*RECORDS SUPPLIED*.
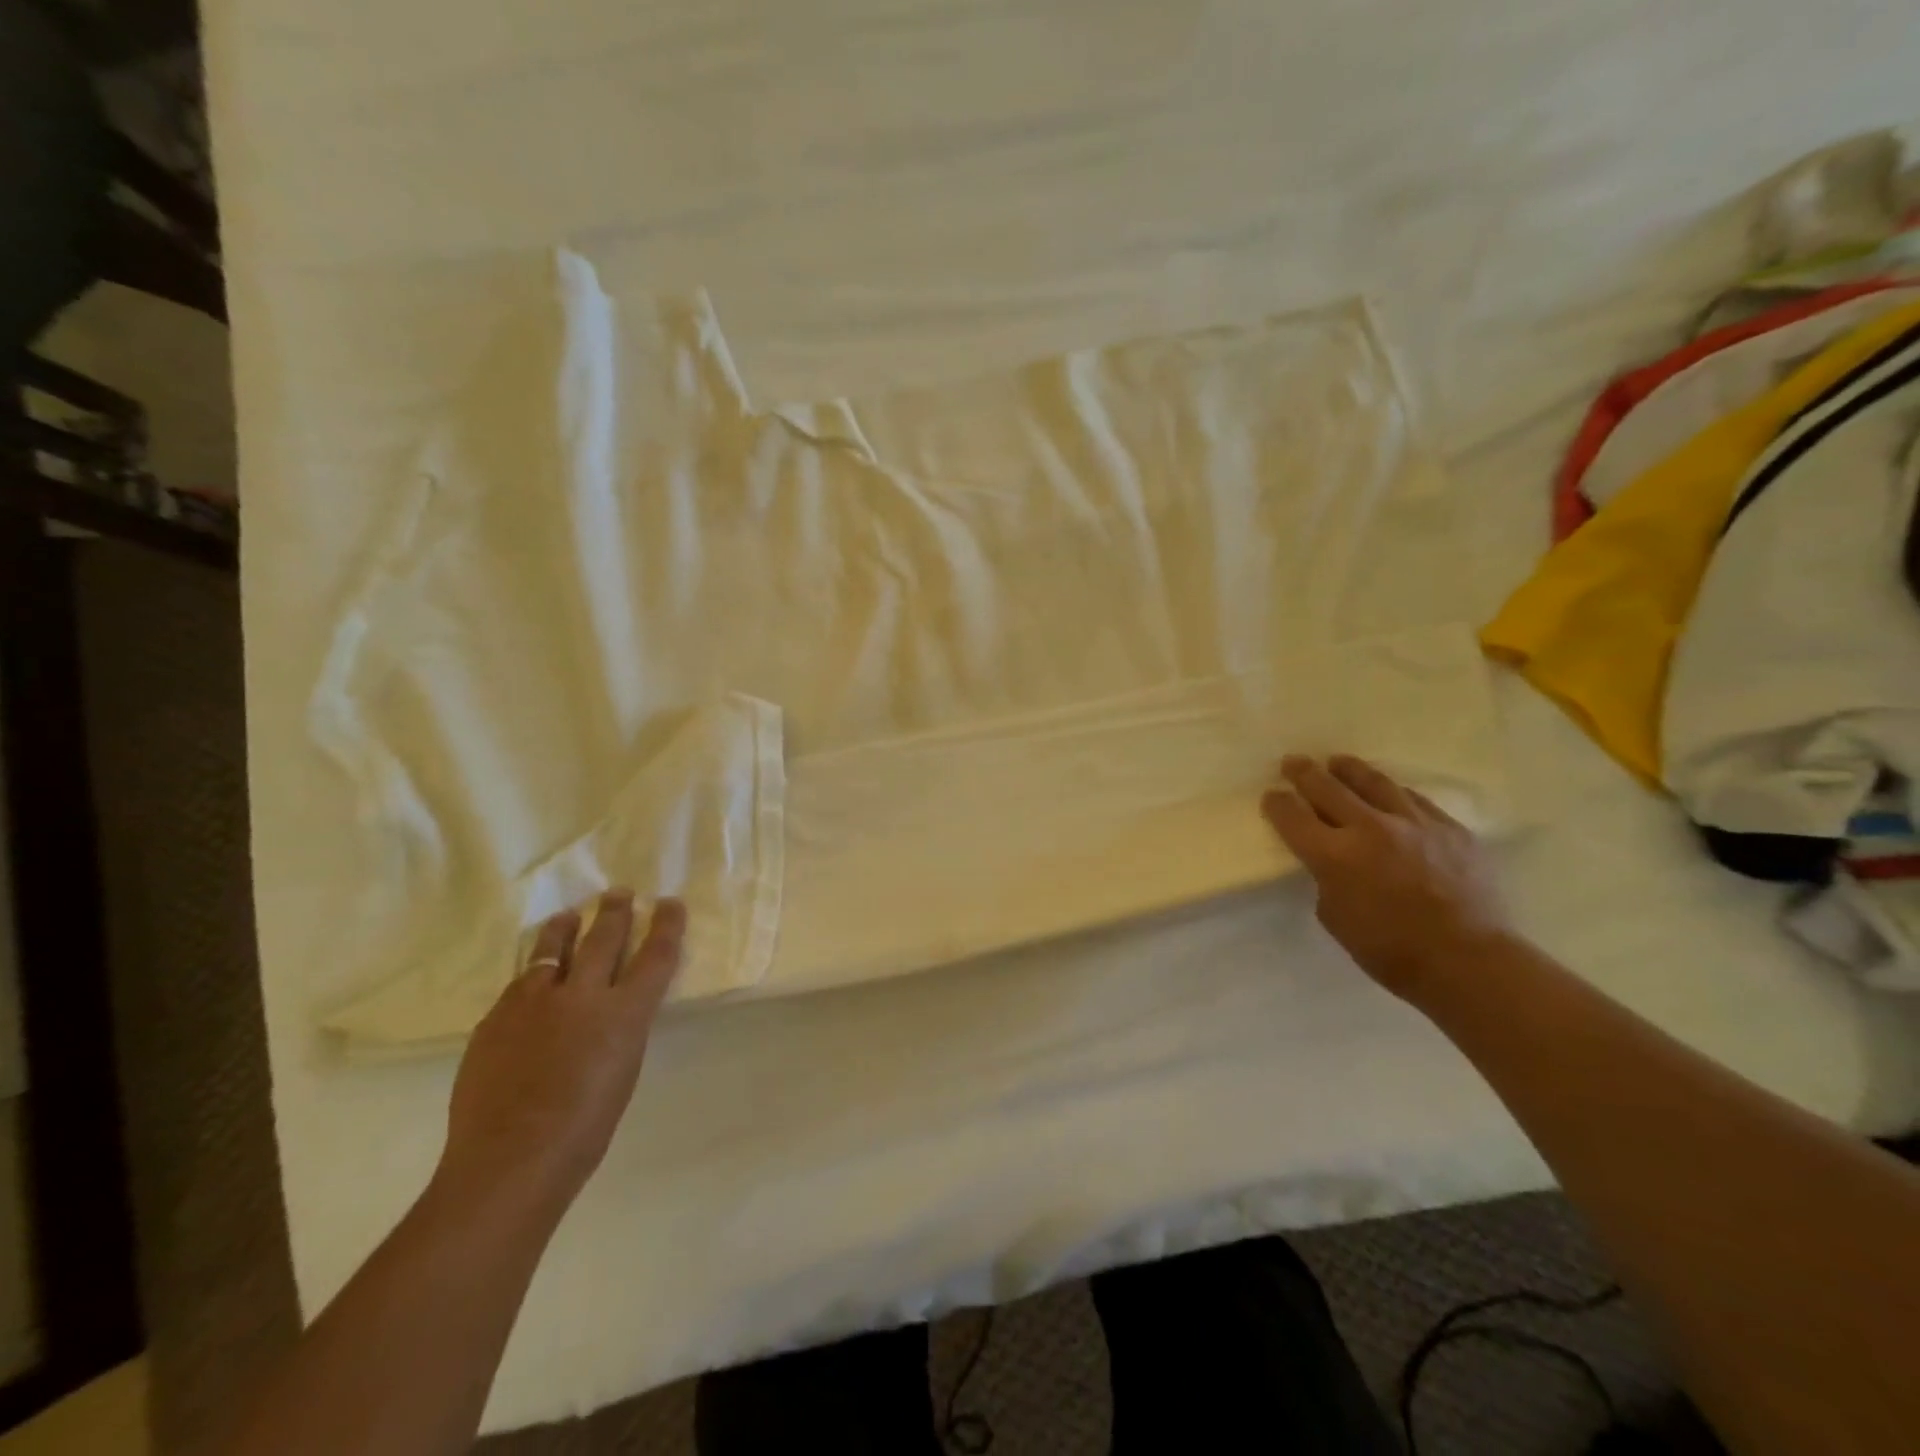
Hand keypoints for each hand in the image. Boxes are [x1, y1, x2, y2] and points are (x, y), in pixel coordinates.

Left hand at [435, 892, 685, 1215]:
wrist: (509, 1162)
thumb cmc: (584, 1130)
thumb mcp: (624, 1071)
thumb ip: (621, 1029)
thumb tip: (612, 1010)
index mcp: (624, 1013)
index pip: (656, 954)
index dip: (667, 924)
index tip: (670, 903)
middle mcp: (582, 995)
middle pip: (604, 937)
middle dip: (615, 911)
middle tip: (618, 893)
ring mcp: (534, 1002)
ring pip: (553, 949)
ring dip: (566, 928)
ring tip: (569, 915)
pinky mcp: (496, 1017)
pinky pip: (520, 984)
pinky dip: (534, 974)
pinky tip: (532, 979)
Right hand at [1261, 755, 1511, 1001]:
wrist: (1470, 961)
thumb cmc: (1391, 951)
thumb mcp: (1335, 917)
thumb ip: (1327, 879)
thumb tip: (1333, 861)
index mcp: (1334, 856)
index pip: (1292, 817)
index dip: (1277, 804)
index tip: (1271, 797)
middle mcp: (1370, 828)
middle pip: (1327, 788)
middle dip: (1304, 773)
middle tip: (1293, 762)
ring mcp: (1414, 823)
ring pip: (1374, 782)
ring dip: (1349, 770)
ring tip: (1338, 762)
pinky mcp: (1450, 828)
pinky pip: (1414, 799)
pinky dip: (1393, 792)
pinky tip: (1388, 792)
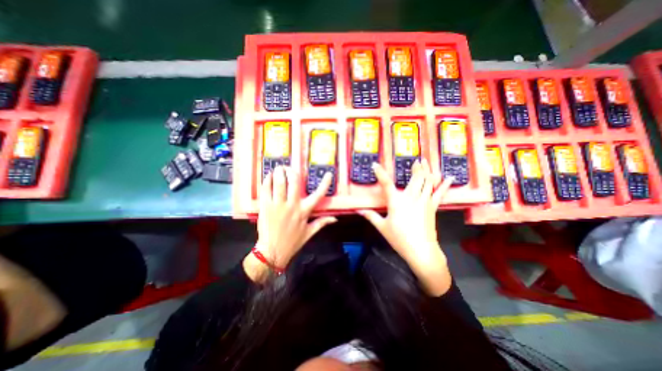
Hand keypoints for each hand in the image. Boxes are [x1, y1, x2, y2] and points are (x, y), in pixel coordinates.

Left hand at [242, 166, 336, 280]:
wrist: (272, 251)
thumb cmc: (292, 242)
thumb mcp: (309, 233)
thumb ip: (322, 223)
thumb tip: (335, 219)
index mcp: (304, 211)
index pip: (318, 195)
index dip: (325, 183)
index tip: (328, 174)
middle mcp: (292, 205)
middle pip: (294, 182)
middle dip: (292, 171)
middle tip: (289, 167)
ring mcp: (278, 205)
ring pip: (279, 183)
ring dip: (279, 172)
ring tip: (278, 168)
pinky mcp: (265, 206)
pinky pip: (266, 189)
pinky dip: (268, 180)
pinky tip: (269, 176)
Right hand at [358, 159, 455, 295]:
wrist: (421, 251)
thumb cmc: (399, 239)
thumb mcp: (382, 227)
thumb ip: (371, 216)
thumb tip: (358, 210)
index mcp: (396, 202)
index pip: (386, 183)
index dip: (380, 173)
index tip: (375, 165)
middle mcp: (411, 197)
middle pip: (416, 178)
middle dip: (416, 167)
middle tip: (416, 160)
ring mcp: (424, 201)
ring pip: (428, 181)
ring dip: (427, 170)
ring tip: (427, 161)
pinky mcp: (433, 207)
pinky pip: (439, 192)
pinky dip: (444, 184)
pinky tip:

*WORK INSTRUCTIONS*. Could you transcribe the entries above word for word, from the line with "ring pip: (279, 183)" down to the line with "index tip: (375, 165)", keeping both?

*YOUR SOLUTION*.
ring pip: (279, 183)
ring dip: (279, 172)
ring tip: (278, 168)
pinky mcp: (265, 206)
pinky pip: (266, 189)
pinky dip: (268, 180)
pinky tip: (269, 176)
Right hand at [358, 159, 455, 295]:
wrist: (421, 251)
thumb cmc: (399, 239)
thumb mcp: (382, 227)
thumb ip: (371, 216)
thumb tip: (358, 210)
index mcp: (396, 202)
index pip: (386, 183)
index dip: (380, 173)
index tip: (375, 165)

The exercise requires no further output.